Highlights from this year’s recipients and projects, include:

Aisha Nathoo conducted her project with Susan Bartels (Emergency Medicine). Nathoo completed a literature review exploring care experiences of sexually diverse groups who had accessed emergency departments in Canada and the United States. She found deficiencies in care on both a systemic and interpersonal level. Nathoo then conducted a mixed methods survey to determine the needs of the community.

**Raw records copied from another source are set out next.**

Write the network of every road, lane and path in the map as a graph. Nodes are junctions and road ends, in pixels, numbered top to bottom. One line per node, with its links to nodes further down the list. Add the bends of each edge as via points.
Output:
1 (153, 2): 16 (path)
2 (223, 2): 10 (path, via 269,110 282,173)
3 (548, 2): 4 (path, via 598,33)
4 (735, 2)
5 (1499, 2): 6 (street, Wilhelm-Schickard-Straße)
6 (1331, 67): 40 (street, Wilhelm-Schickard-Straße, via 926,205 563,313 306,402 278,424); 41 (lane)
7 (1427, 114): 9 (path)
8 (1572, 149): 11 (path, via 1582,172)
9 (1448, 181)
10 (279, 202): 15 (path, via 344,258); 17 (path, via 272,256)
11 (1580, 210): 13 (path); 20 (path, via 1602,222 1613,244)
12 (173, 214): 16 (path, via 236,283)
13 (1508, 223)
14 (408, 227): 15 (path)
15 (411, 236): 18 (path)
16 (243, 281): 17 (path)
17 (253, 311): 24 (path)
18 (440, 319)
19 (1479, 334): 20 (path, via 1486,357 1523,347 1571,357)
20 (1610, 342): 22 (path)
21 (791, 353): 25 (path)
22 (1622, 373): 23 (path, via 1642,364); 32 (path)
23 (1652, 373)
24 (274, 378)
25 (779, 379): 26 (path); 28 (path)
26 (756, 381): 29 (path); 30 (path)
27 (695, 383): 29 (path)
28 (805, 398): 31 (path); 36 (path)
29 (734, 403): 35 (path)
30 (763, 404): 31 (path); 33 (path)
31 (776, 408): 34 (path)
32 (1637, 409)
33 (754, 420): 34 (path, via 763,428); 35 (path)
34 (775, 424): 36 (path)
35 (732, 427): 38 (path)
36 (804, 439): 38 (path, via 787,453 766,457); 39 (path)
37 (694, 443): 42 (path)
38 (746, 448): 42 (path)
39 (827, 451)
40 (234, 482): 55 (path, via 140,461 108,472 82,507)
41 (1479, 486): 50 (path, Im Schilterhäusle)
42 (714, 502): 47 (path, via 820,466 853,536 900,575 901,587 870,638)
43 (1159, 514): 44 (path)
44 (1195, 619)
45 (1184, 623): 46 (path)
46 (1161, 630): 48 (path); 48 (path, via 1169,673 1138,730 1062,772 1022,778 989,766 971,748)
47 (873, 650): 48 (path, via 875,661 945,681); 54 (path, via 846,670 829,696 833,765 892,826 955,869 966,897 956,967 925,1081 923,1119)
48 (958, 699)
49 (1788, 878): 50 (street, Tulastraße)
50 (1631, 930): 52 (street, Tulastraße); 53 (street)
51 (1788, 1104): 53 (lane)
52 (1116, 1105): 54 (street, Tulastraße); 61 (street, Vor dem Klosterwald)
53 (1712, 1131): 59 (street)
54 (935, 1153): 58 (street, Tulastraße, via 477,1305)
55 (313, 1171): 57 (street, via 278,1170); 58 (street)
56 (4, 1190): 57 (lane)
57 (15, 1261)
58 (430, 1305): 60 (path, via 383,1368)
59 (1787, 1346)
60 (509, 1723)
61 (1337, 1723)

Owen Wong, under the supervision of John McGarry (Political Studies), conducted a comparison study looking at why Northern Ireland and the Republic of Ireland were impacted differently during a 30-year-long ethno-nationalist conflict known as “The Troubles.” Wong concluded that differing treatment of the minority group in each region led to violence in Northern Ireland and peace in the Republic of Ireland.

Reem Atallah worked with Wendy Craig (Psychology) to develop a new virtual reality platform to study bullying and peer defending. When she compared her 3D paradigm with Cyberball, the standard 2D computer game currently used to study social isolation, she noted that more participants engaged in peer defending behaviour when assigned to the virtual reality platform. Moving forward, Atallah plans to explore how her research findings can be used to reduce incidences of cyberbullying.

Taylor Tye’s research project was an extension of work she had completed in Laura Murray’s (English) class in Fall 2019. Her class project revealed a lack of Indigenous representation featured on Kingston’s historical plaques. As part of USSRF, Tye conducted interviews with diverse community stakeholders to accomplish the shared goal of updating the Indigenous community page on the Stones Kingston website. Tye plans on continuing this work next summer.   

“Each year, I look forward to hearing the rewarding research experiences our students have with the USSRF, and this year was no different,” says Dr. Woodhouse. “The research, analytical, and presentation skills they garner during the program will help prepare them for future studies or careers.”

Since 2011, the Vice-Principal (Research) portfolio has offered the USSRF and they are currently recruiting for the 2021 program. The application deadline is March 2, 2021 at 9 am EST.